Another place you don’t want to be is between a bear and food. Our rule was never any food of any kind in a tent. “The smelliest thing allowed in here is you,” I told the girls. All food had to be stored overnight out of reach of bears. Black bears are excellent climbers, so you don’t put food in a tree but suspended from a rope between trees out of reach. The girls learned to identify trees far enough apart and without limbs that might place the bear within striking distance. We never lost anything to the bears.

But small critters can be an even greater challenge. Along the Appalachian Trail is a series of three-sided huts for backpackers. In recent years, the huts have acquired bear-proof food-storage systems. Back in the Olden Days, the huts had chain-link fencing along the open side so your food could be brought inside and still keep the bears outside. In the middle of the night, though, there were little scratchy sounds and the patter of tiny feet. All of the huts were mousy buffets. The solution was to suspend food bags with aluminum pie plates rigged above them like the squirrel baffles you put on bird feeders. Don’t know who provided the plates but every mountain hut seemed to come with several.

How “Karen” keeps you from getting lost. Hiking across the bare rock surface at the crest of Cadillac Mountain in Acadia National Park, we followed a route marked by piles of rocks—cairns. Little Jessica could not see this Karen person we were supposed to be following. It is also handy to have a topological map that tells you not only where you are going but how much ascending and descending is involved. Going down is not necessarily a good thing if the topo shows that your destination is ultimately quite a bit higher. Non-hikers tend to believe that descending is much easier than ascending. All it really means is that a different set of muscles and joints gets to ache.

You can survive a long time on ramen noodles. With three kids and their gear in the station wagon and, later, the minivans, there was not much room left over for non-essentials. Such as food. We survived on pasta, rice, and canned goods. Half the space in the Coleman cooler was occupied by ice that all too soon became ice water and, then, just water. Living on ramen was a handy skill when they left for college. Shirley and I started eating better after we had access to all the room for food created by the absence of three kids. We are eating even better since we stepped up to an RV with a refrigerator. Do the kids resent that? Hard to tell. But they definitely have noticed. And casually commented on it. Repeatedly.

It gets cold in the mountains even though it is mid-summer back in the flat lands. Been snowed on, hailed on, and rained on. But “the sun’ll come out tomorrow” as Annie teaches us. Still, I pity the fool who heads into the mountains without foul weather gear, appropriate footwear, or even a bottle of water.

Everybody has to pull his own weight. Shirley and I carried full packs, and the kids carried what seemed appropriate to their age and size. (Seemed appropriate to us, not necessarily to them.) I think it helps kids set priorities. Do I really need this thing if I know I will have to carry it every single step for the next four days?

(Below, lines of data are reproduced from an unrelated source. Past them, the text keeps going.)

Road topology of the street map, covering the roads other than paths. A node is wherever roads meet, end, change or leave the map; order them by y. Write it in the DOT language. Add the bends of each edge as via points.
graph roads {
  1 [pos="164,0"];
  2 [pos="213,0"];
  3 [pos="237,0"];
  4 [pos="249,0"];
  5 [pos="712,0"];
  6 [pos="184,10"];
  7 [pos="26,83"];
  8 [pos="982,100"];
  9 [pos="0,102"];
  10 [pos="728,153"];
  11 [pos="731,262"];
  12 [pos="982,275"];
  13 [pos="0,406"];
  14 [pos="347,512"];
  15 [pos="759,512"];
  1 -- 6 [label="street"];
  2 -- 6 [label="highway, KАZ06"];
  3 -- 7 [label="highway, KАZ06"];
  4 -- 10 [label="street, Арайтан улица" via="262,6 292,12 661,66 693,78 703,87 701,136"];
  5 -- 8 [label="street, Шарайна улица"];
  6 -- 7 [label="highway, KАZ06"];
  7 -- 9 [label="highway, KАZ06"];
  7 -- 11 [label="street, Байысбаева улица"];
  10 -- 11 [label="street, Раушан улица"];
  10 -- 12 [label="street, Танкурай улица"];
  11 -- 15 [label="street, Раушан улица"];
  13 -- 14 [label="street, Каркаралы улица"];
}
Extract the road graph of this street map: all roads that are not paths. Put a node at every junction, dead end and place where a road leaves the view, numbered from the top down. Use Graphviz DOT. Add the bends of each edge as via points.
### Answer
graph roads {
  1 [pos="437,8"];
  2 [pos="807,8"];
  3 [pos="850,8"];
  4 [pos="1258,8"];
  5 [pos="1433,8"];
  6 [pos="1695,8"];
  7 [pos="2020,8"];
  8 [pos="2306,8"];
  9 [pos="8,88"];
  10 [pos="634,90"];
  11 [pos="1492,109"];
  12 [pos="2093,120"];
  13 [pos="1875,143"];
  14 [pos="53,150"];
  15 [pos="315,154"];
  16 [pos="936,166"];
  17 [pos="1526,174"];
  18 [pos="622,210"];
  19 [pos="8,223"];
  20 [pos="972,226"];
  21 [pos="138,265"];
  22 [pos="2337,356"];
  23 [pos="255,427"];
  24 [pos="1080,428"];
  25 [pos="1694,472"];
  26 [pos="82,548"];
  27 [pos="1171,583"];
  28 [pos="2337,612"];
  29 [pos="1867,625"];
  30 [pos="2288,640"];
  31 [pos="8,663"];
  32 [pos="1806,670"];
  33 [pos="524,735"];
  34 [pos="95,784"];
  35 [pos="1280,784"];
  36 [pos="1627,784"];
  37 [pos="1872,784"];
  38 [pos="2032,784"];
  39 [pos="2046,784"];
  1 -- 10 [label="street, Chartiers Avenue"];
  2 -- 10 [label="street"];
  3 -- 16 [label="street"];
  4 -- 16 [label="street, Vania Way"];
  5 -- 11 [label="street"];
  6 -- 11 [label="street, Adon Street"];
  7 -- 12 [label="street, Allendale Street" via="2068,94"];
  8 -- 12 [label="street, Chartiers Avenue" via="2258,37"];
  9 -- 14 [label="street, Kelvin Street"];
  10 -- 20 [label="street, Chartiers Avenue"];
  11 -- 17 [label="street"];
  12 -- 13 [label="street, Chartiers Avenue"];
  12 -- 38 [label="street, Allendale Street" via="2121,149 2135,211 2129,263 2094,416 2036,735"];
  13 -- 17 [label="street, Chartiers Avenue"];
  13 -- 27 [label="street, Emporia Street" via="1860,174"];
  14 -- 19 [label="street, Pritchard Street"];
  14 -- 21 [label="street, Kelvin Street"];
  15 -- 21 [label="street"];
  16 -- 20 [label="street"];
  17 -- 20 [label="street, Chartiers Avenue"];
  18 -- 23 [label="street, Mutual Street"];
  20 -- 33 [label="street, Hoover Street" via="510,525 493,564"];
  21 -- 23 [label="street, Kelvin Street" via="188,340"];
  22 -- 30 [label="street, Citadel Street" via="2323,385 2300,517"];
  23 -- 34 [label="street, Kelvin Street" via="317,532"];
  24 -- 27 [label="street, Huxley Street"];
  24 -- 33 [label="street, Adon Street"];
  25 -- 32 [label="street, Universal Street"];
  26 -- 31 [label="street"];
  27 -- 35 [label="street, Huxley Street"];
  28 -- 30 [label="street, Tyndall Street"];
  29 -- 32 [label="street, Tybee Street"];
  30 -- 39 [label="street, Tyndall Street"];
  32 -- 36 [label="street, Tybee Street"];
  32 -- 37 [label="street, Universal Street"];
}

Camping is a cultural experience. When Sarah and Jessica were taking French at Notre Dame Academy, we hosted a couple of exchange students from France. Students are matched with families by filling out questionnaires. Shocking news: Kids will lie if they think it will improve their chances of coming to America. Laurense (Lolo), from Marseilles said she was an experienced camper. Took us about 15 seconds to figure out this was not true. Still, we taught her the basics such as roasting hot dogs over a fire. Later we toasted marshmallows to make s’mores. “Then you eat them with ketchup?” she asked.

Use your outdoor voice. Which is probably the opposite of what you think. Our rule in established campgrounds is, if your neighbors can hear what you are saying, you are talking too loud. The corollary to this is the Inverse Ratio Rule: The lower the quality of music, the louder it will be played. Nobody ever plays Bach’s Goldberg Variations with the volume cranked all the way up.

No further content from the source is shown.